Problem I want to show/tackle with this experiment. The terminal windows shows the execution of the following commands:
# 01 start gatsby dev server (preview is active see .env file)
# this will create 1000 nodes and derived pages
INITIAL_NODES_TO_CREATE=1000 yarn develop
# 02 do a full sync (add one node, touch all existing)
yarn webhook:full-sync
# 03 trigger an empty webhook call multiple times
# this will cause the pages to be recreated at some point
yarn webhook:webhook-empty
yarn webhook:webhook-empty
yarn webhook:webhook-empty
# 04 create a new item by providing the data through the webhook
yarn webhook:new-item
The activity timer for "create-pages" clearly shows, that gatsby spends quite some time iterating over all nodes inside the createPages
lifecycle. We use the following query to retrieve the data.
const { data } = await graphql(`
{
allFakeData {
nodes {
fields {
slug
}
}
}
}
`);
and we iterate over all nodes whenever createPages is called.
const totalPages = data.allFakeData.nodes.length;
data.allFakeData.nodes.forEach((node, index) => {
activity.setStatus(
`Creating ${index + 1} of ${totalPages} total pages`
);
//...
That's the moment where we output the progress activity create-pages Ns — Creating XXX pages of YYY total pages
. You can see it counting upwards in the left panel in the gif whenever we trigger some changes.
Imagine a set of 100.000 pages — well or try it with 10.000 nodes
INITIAL_NODES_TO_CREATE=10000 yarn develop
On my machine this will take roughly 10s for the createPages
lifecycle hook part and 40s for the queries (260 queries/second) when being started the first time (bootstrap phase). That's expected and fine.
After that an update with yarn webhook:new-item
, which adds a node through the webhook payload, it takes 15s for createPages
to run, although nothing was touched. There was only a node added. The same happens with yarn webhook:empty
. Nothing has changed, but Gatsby in Preview Mode will run all sourceNodes
hooks through the api runner followed by the createPages
lifecycle. That's somehow expected behaviour: createPages runs through all pages, because that's what we tell Gatsby to do in gatsby-node.js.
The question is:
How can we add pages for new nodes only after the initial bootstrap.
We already discovered createPagesStatefully which does somehow help in this scenario. The docs tell us this:
createPagesStatefully..for plugins who want to manage creating and removing pages themselves in response to changes in data not managed by Gatsby. Plugins implementing createPages will get called regularly to recompute page information as Gatsby’s data changes but those implementing createPagesStatefully will not.
And indeed, it's called only once.
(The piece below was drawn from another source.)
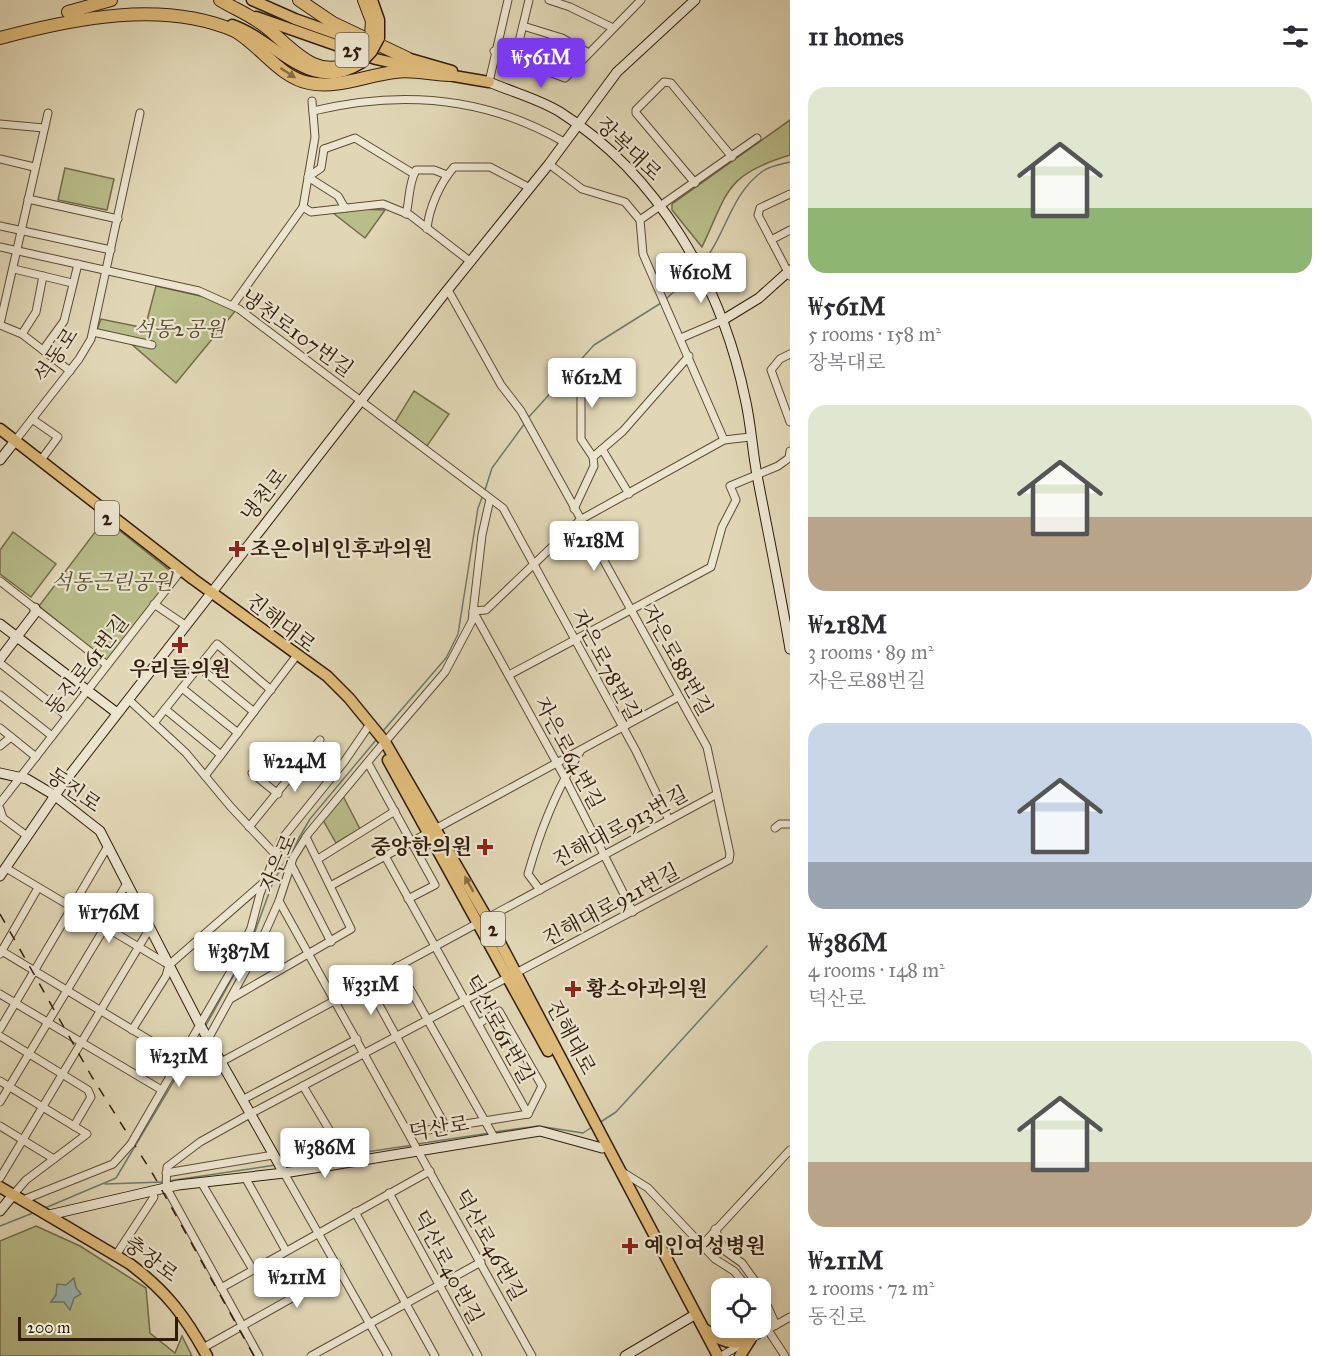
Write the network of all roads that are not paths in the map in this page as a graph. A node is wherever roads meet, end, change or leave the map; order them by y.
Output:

So this would be fine for the bootstrap but where to add new pages? Where to call createPage({})
? The idiomatic idea: Run createPage
inside our sourceNodes
which seems to be a very wrong place in the lifecycle as Gatsby doesn't give us access to the boundActionCreators with the createPage method.
What about onCreateNode
? This could work:
exports.onCreateNode = function onCreateNode({ actions, node, boundActionCreators }) {
cosnt { createPage } = boundActionCreators;
// createPage is available here
}
Is this the place to work in or does it make no sense? A quick test showed all initial pages being created but a webhook update through __refresh destroyed all pages. Probably because the nodes weren't touched?
Is this the way to go? createPage
inside onCreateNode
?
Do we need createPageDependency
at any place or is this managed internally by Gatsby depending of the queries being run in the used page template?
How can we avoid the page queries for all pages to be re-evaluated, causing a large amount of unnecessary requests to the backend?